Problem to work on —
A single number is the whole answer: the count of lines in the records where "الشيخ" occurs.

= Beginning of Section =

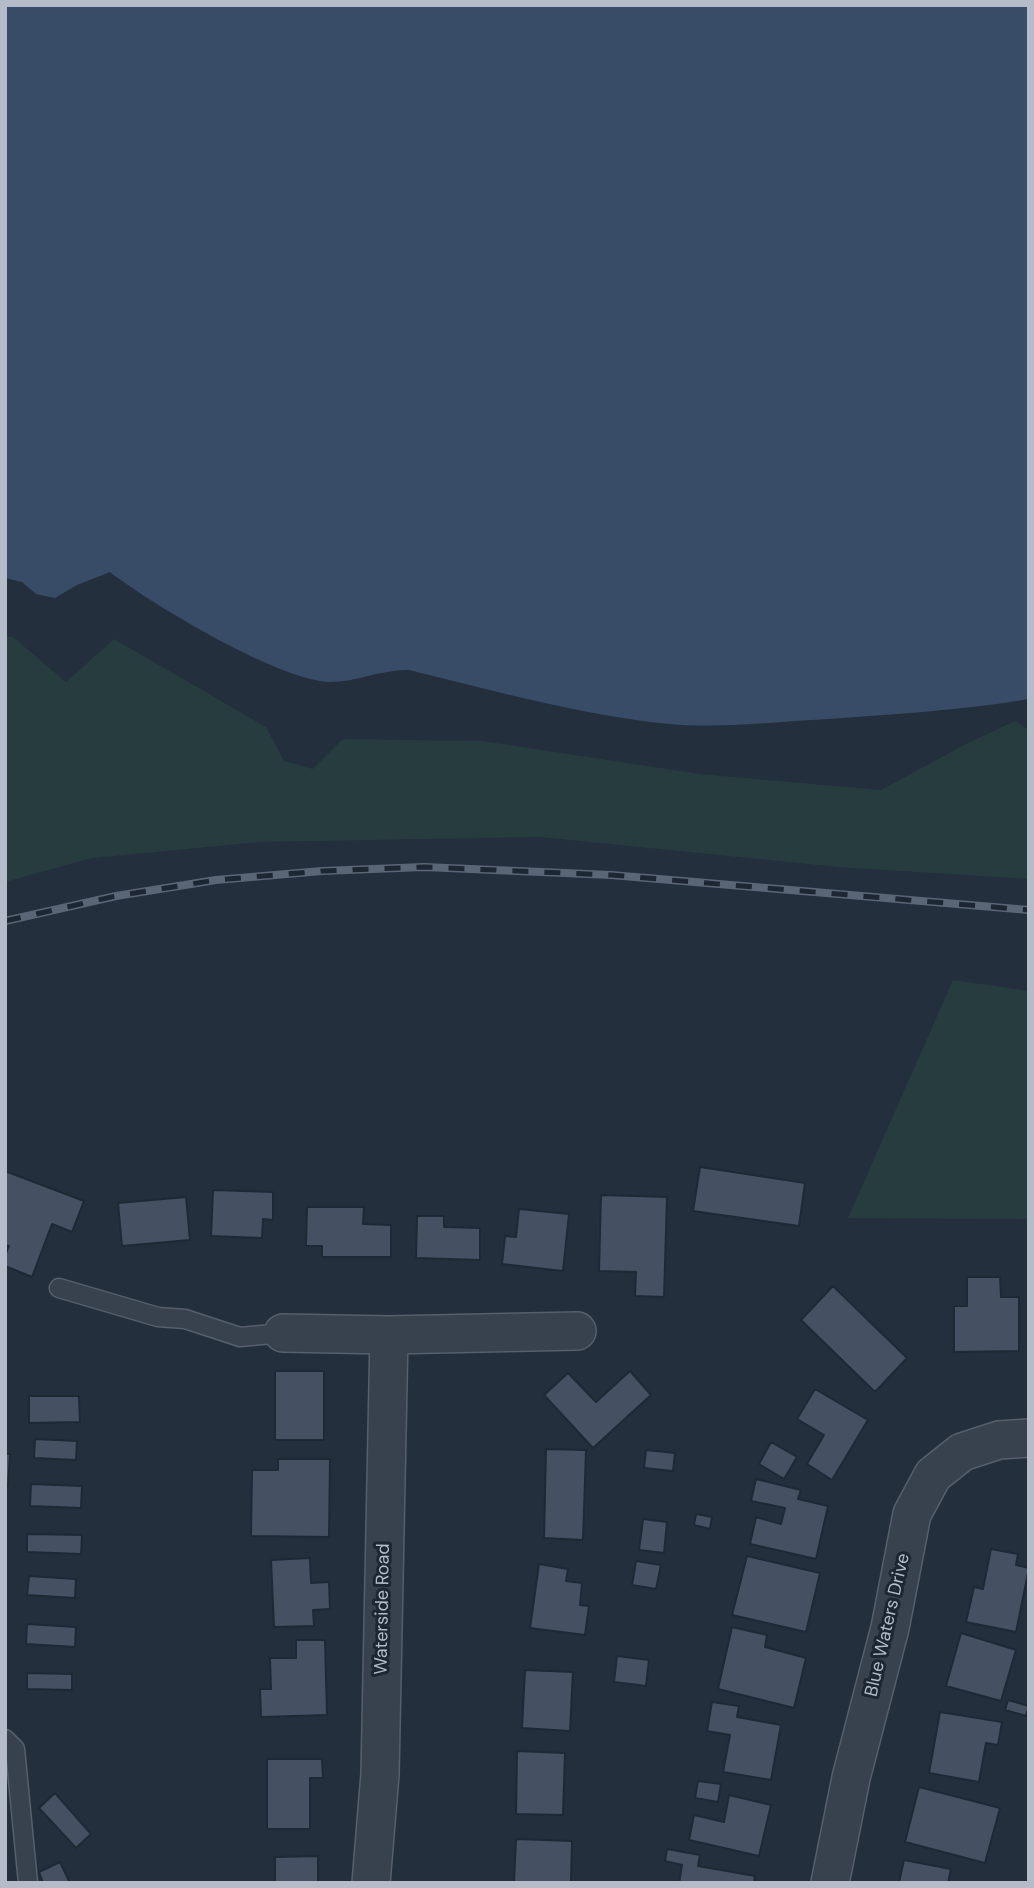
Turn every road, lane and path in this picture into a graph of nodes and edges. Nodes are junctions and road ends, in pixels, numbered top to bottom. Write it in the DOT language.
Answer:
graph roads {
  1 [pos="59,1288"];
  2 [pos="577,1331"];
  3 [pos="283,1333"];
  4 [pos="389,1335"];
  5 [pos="1029,1438"];
  6 [pos="5,1739"];
  7 [pos="28,1883"];
  8 [pos="371,1883"];
  9 [pos="830,1883"];
  1 -- 3 [label="lane"];
  2 -- 4 [label="street"];
  3 -- 4 [label="street"];
  4 -- 8 [label="street, Waterside Road"];
  5 -- 9 [label="street, Blue Waters Drive"];
  6 -- 7 [label="lane"];
}
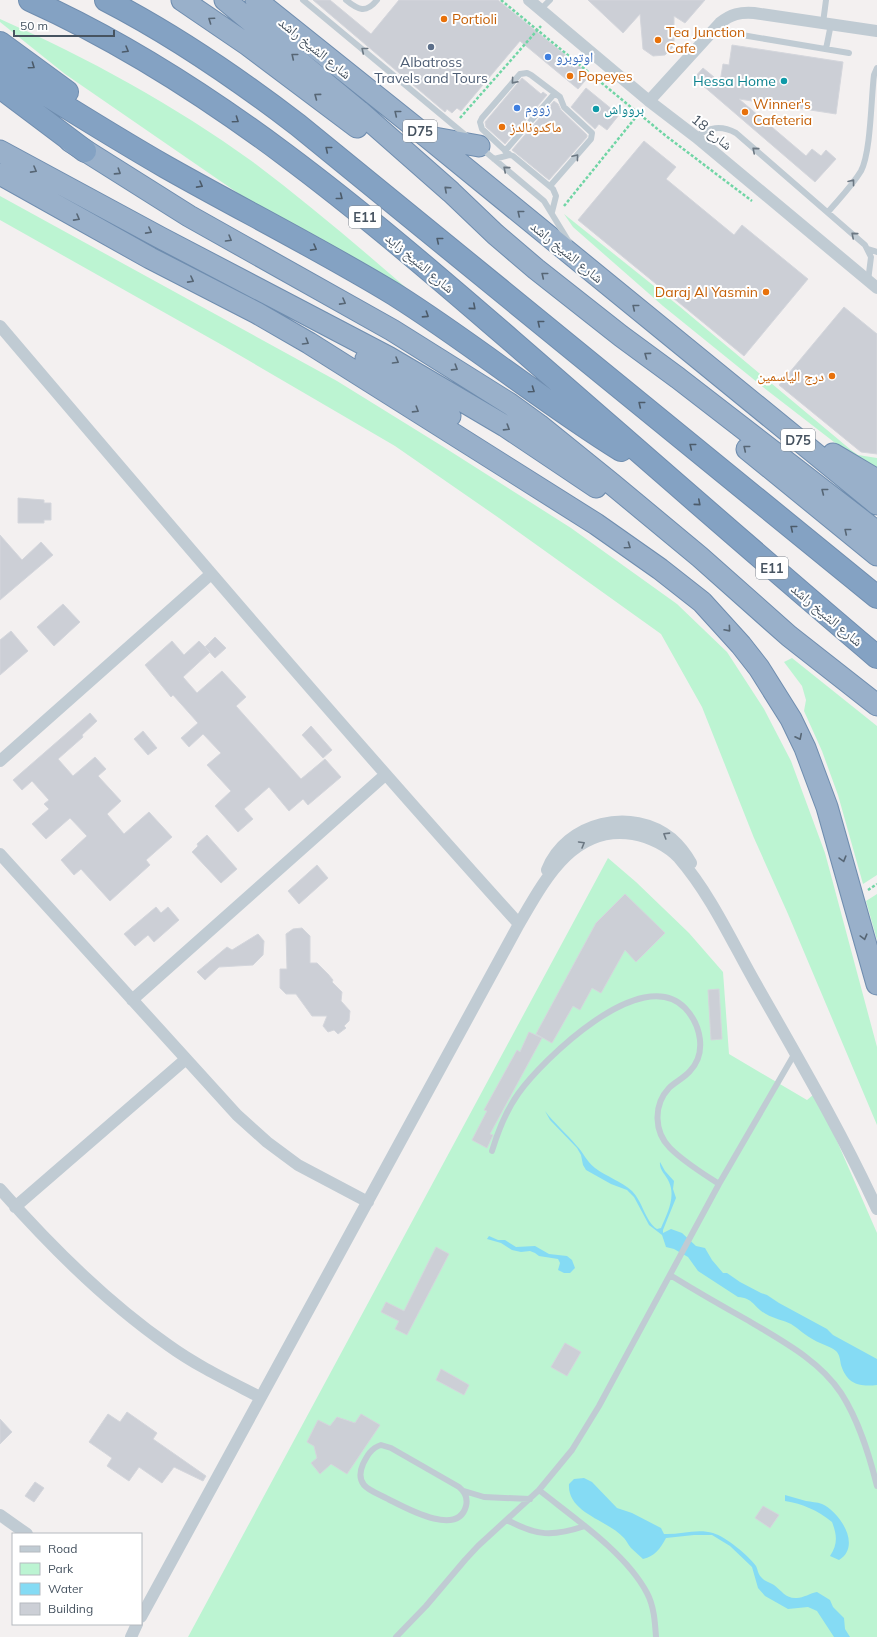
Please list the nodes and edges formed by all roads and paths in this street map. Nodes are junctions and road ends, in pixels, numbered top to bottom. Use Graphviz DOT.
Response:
graph roads {
  1 [pos="30,0"];
  2 [pos="106,0"];
  3 [pos="182,0"];
  4 [pos="225,0"];
  5 [pos="256,0"];
  6 [pos="303,0"];
  7 [pos="346,0"];
  8 [pos="377,0"];
  9 [pos="501,0"];
  10 [pos="529,0"];
  11 [pos="550,0"];
  12 [pos="826,0"];
  13 [pos="544,13"];
  14 [pos="827,23"];
  15 [pos="538,31"];
  16 [pos="877,31"];
  17 [pos="742,35"];
  18 [pos="0,43"];
  19 [pos="826,49"];
  20 [pos="849,53"];
  21 [pos="0,66"];
  22 [pos="877,68"];
  23 [pos="0,87"];
  24 [pos="554,93"];
  25 [pos="0,97"];
  26 [pos="649,101"];
  27 [pos="639,113"];
  28 [pos="454,124"];
  29 [pos="426,136"];
  30 [pos="696,137"];
  31 [pos="490,149"];
  32 [pos="0,151"];
  33 [pos="85,151"];
  34 [pos="508,153"];
  35 [pos="419,164"];
  36 [pos="166,167"];
  37 [pos="0,174"];
  38 [pos="0,180"];
  39 [pos="550,186"];
  40 [pos="43,199"];
  41 [pos="753,202"];
  42 [pos="828,212"];
  43 [pos="553,215"];
  44 [pos="868,249"];
  45 [pos="877,252"];
  46 [pos="582,264"];
  47 [pos="873,284"];
  48 [pos="274,298"];
  49 [pos="0,326"];
  50 [pos="719,376"];
  51 [pos="678,378"];
  52 [pos="668,478"];
  53 [pos="877,480"];
  54 [pos="877,504"];
  55 [pos="596,524"];
  56 [pos="877,532"];
  57 [pos="877,556"];
  58 [pos="211,574"];
  59 [pos="877,597"];
  60 [pos="760,611"];
  61 [pos="877,657"];
  62 [pos="877,705"];
  63 [pos="0,761"];
  64 [pos="385,775"];
  65 [pos="0,854"];
  66 [pos="519,924"];
  67 [pos="877,984"];
  68 [pos="132,1000"];
  69 [pos="795,1053"];
  70 [pos="186,1059"];
  71 [pos="492,1151"];
  72 [pos="719,1184"];
  73 [pos="0,1189"];
  74 [pos="368,1202"];
  75 [pos="15,1207"];
  76 [pos="877,1209"];
  77 [pos="670,1276"];
  78 [pos="260,1397"];
  79 [pos="877,1486"];
  80 [pos="539,1490"];
  81 [pos="464,1491"];
  82 [pos="530,1499"];
  83 [pos="0,1515"];
  84 [pos="507,1520"];
  85 [pos="585,1526"];
  86 [pos="26,1533"];
  87 [pos="145,1601"];
  88 [pos="142,1613"];
  89 [pos="137,1625"];
  90 [pos="131,1637"];
  91 [pos="396,1637"];
  92 [pos="656,1637"];
  1 -- 52 [label="highway, شارع الشيخ زايد / E11, one-way"];
  59 -- 2 [label="highway, شارع الشيخ زايد / E11, one-way"];
  35 -- 3 [label="highway, one-way"];
  35 -- 4 [label="highway, one-way"];
  29 -- 5 [label="highway, شارع الشيخ راشد / D75, one-way"];
  28 -- 6 [label="lane, one-way"];
  7 -- 8 [label="lane"];
  9 -- 15 [label="path"];
  10 -- 13 [label="street, شارع 18"];
  11 -- 13 [label="lane"];
  12 -- 14 [label="lane"];
  13 -- 15 [label="path"];
  13 -- 26 [label="street, شارع 18"];
  14 -- 16 [label="street"];
  14 -- 19 [label="lane"];
  14 -- 26 [label="street"];
  15 -- 27 [label="path"];
  15 -- 28 [label="path"];
  17 -- 19 [label="lane"];
  18 -- 36 [label="highway, one-way"];
  19 -- 20 [label="lane"];
  21 -- 36 [label="highway"];
  42 -- 22 [label="lane, one-way"];
  23 -- 33 [label="highway"];
  24 -- 31 [label="lane, one-way"];
  24 -- 34 [label="lane"];
  39 -- 24 [label="lane, one-way"];
  25 -- 33 [label="highway"];
  26 -- 27 [label="path"];
  26 -- 30 [label="street, شارع 18"];
  27 -- 41 [label="path"];
  27 -- 43 [label="path"];
  28 -- 31 [label="lane"];
  29 -- 31 [label="highway"];
  46 -- 29 [label="highway, شارع الشيخ راشد / D75, one-way"];
  42 -- 30 [label="lane, one-way"];
  30 -- 47 [label="street, شارع 18"];
  31 -- 34 [label="lane"];
  31 -- 34 [label="lane"];
  43 -- 31 [label="lane, one-way"];
  32 -- 48 [label="highway, one-way"];
  33 -- 60 [label="highway, one-way"];
  34 -- 39 [label="lane"];
  51 -- 35 [label="highway, one-way"];
  36 -- 52 [label="highway, one-way"];
  37 -- 40 [label="highway"];
  38 -- 40 [label="highway"];
  39 -- 43 [label="lane"];
  40 -- 55 [label="highway, one-way"];
  44 -- 42 [label="lane, one-way"];
  43 -- 46 [label="lane"];
  44 -- 45 [label="lane"];
  44 -- 47 [label="lane"];
  50 -- 46 [label="highway, شارع الشيخ راشد / D75, one-way"];
  48 -- 55 [label="highway"];
  48 -- 60 [label="highway, one-way"];
  49 -- 58 [label="street"];
  50 -- 53 [label="highway"];
  50 -- 54 [label="highway, شارع الشيخ راشد / D75"];
  56 -- 51 [label="highway, one-way"];
  57 -- 51 [label="highway, one-way"];
  52 -- 61 [label="highway, شارع الشيخ راشد / E11, one-way"];
  55 -- 67 [label="highway, one-way"];
  58 -- 63 [label="street"];
  58 -- 64 [label="street"];
  60 -- 62 [label="highway"];
  64 -- 66 [label="street"];
  64 -- 68 [label="street"];
  65 -- 68 [label="street"];
  66 -- 69 [label="street"];
  66 -- 74 [label="street"];
  68 -- 70 [label="street"];
  69 -- 72 [label="lane"];
  69 -- 76 [label="street"];
  70 -- 74 [label="street"];
  70 -- 75 [label="street"];
  71 -- 72 [label="lane"];
  72 -- 77 [label="lane"];
  73 -- 75 [label="street"];
  74 -- 78 [label="street"];
  75 -- 78 [label="street"];
  77 -- 79 [label="lane"];
  77 -- 80 [label="lane"];
  78 -- 87 [label="street"];
  80 -- 82 [label="lane"];
  80 -- 85 [label="lane"];
  81 -- 81 [label="lane"];
  81 -- 82 [label="lane"];
  82 -- 84 [label="lane"];
  83 -- 86 [label="street"];
  84 -- 85 [label="lane"];
  84 -- 91 [label="lane"];
  85 -- 92 [label="lane"];
  87 -- 88 [label="street"];
  89 -- 90 [label="street"];
}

= End of Section =

Response —
7